BEGIN

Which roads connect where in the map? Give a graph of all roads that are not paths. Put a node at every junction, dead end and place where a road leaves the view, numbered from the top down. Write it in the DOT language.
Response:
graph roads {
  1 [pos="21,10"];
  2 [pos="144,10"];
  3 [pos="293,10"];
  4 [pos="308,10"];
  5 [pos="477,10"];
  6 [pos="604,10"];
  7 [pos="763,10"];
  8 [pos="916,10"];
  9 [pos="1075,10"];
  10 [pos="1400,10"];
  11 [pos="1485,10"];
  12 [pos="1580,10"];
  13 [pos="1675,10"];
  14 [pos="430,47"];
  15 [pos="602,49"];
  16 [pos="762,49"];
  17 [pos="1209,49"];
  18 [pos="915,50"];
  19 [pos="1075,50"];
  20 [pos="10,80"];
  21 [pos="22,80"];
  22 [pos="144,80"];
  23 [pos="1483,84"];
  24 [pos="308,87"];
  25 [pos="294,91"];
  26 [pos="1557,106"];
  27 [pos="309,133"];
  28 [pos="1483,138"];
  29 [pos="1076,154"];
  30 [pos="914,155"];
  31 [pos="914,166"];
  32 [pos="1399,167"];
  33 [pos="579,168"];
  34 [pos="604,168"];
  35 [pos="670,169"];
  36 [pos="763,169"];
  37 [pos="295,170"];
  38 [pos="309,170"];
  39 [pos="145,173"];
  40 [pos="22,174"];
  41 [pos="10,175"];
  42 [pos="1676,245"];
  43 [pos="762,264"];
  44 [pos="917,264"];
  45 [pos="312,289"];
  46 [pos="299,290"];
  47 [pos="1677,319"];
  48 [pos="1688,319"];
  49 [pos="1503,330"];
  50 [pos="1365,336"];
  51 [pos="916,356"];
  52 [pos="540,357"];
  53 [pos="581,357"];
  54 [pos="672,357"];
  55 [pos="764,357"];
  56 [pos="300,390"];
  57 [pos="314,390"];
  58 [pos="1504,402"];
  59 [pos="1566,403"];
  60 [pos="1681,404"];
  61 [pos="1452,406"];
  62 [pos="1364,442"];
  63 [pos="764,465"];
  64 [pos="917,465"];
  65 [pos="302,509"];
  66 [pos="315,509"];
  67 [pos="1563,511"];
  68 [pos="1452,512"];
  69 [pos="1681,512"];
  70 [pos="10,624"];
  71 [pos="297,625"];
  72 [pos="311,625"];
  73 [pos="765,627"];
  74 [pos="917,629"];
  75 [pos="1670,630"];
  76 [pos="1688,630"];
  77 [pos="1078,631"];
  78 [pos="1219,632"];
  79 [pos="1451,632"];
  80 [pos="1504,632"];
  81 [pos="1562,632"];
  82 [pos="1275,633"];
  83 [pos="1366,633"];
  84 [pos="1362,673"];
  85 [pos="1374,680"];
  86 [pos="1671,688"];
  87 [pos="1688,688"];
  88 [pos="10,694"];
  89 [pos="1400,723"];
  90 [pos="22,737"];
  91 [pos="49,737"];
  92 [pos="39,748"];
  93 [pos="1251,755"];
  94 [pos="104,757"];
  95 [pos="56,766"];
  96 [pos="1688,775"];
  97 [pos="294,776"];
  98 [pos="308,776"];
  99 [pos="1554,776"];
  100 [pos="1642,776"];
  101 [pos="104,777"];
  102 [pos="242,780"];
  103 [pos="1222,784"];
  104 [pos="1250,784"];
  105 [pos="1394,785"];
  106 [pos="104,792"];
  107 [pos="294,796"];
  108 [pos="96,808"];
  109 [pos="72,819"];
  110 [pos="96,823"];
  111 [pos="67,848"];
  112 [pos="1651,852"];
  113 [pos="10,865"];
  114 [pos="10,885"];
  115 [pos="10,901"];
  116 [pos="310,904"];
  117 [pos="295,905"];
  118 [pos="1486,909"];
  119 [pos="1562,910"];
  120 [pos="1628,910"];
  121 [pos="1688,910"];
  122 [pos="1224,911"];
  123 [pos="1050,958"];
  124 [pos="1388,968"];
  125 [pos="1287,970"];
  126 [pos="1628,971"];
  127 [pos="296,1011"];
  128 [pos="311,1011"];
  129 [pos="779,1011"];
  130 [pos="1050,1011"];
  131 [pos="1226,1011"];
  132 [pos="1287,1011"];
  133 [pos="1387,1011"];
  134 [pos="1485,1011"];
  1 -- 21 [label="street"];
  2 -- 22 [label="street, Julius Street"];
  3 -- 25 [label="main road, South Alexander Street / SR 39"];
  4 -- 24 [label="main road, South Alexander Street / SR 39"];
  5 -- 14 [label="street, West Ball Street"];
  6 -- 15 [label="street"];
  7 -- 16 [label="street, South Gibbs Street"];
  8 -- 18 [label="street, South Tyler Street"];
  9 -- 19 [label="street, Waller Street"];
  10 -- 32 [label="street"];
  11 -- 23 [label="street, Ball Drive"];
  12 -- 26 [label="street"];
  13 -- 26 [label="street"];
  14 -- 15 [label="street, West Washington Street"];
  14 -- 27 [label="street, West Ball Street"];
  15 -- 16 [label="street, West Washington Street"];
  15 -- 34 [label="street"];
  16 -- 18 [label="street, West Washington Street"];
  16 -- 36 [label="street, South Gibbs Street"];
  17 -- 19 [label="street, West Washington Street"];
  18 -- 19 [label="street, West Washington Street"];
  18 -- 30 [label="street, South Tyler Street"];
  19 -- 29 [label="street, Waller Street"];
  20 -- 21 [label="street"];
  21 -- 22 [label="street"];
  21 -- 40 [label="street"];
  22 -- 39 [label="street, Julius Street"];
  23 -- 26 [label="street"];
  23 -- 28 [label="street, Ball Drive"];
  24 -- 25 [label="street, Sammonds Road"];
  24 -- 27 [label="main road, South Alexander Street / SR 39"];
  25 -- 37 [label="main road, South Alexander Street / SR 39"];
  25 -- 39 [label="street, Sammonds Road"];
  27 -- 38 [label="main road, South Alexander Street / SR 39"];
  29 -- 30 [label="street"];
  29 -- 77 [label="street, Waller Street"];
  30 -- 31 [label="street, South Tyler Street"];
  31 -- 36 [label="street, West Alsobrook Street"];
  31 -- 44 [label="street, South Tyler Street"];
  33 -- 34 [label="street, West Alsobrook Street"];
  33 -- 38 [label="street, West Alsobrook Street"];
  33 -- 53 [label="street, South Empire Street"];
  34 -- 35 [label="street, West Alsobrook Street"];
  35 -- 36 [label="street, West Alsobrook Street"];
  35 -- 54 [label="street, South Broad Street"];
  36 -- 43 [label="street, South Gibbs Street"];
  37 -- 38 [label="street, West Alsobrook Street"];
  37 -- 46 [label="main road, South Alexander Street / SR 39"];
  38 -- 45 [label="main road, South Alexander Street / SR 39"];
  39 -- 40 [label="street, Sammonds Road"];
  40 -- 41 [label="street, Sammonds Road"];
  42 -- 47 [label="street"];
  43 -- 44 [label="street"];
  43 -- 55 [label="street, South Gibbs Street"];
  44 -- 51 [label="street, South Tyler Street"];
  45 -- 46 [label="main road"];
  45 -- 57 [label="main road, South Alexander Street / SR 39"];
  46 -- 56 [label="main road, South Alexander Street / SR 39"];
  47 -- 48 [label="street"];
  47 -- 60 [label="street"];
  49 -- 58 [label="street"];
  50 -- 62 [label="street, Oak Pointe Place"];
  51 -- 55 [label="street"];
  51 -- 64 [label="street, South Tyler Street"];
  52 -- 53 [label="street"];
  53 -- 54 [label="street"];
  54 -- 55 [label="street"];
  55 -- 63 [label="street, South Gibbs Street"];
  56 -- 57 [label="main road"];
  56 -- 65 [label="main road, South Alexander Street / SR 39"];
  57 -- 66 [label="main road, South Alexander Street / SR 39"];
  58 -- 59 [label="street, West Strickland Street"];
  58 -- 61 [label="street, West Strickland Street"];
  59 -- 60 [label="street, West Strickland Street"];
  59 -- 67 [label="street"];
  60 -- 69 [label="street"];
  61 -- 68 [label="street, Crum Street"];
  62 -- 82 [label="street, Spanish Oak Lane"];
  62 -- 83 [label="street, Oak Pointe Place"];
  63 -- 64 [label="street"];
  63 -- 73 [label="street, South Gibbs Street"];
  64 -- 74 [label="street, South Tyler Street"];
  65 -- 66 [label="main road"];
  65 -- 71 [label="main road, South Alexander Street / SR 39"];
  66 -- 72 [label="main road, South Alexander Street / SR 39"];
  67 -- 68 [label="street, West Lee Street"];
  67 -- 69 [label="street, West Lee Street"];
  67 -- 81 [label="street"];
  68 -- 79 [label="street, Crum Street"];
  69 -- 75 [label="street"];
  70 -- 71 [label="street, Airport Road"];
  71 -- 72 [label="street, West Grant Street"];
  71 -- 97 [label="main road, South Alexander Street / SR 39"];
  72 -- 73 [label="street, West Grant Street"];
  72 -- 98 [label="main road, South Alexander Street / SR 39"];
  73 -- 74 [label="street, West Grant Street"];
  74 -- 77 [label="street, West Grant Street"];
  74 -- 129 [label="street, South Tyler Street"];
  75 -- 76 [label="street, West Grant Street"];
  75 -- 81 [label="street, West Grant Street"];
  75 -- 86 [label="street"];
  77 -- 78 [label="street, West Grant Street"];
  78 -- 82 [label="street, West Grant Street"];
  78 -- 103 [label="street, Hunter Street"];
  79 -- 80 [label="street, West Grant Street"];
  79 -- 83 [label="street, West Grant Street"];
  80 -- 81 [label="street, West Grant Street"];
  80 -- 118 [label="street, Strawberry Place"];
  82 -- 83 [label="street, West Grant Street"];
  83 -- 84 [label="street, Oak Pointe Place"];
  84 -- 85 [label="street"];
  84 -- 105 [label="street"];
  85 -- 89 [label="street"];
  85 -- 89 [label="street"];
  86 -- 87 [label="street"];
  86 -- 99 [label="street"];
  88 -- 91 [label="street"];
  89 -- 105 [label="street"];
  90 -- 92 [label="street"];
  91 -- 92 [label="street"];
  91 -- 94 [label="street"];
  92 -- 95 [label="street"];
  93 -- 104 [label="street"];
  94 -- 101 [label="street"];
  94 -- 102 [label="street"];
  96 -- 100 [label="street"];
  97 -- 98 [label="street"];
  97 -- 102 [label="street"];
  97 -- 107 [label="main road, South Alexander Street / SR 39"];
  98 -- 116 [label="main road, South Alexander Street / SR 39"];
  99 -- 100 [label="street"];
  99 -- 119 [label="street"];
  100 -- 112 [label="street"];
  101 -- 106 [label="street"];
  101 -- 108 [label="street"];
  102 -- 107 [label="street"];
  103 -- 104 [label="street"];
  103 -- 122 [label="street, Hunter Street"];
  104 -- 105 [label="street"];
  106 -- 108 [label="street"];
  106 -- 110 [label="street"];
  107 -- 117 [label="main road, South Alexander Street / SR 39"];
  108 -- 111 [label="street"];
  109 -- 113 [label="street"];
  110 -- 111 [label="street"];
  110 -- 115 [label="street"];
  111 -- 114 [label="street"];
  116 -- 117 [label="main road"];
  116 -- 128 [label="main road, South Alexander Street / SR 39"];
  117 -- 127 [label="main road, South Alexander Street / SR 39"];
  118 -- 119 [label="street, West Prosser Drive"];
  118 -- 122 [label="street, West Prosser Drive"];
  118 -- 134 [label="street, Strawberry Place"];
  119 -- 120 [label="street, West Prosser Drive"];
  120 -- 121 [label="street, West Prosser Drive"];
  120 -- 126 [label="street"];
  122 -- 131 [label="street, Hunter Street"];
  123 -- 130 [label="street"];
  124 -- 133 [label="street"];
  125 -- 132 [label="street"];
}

END

* **ACTIVITY**
Give solely the number of lines in the data that contain the string "Drive".

* **REPLY TO THE EXERCISE**
6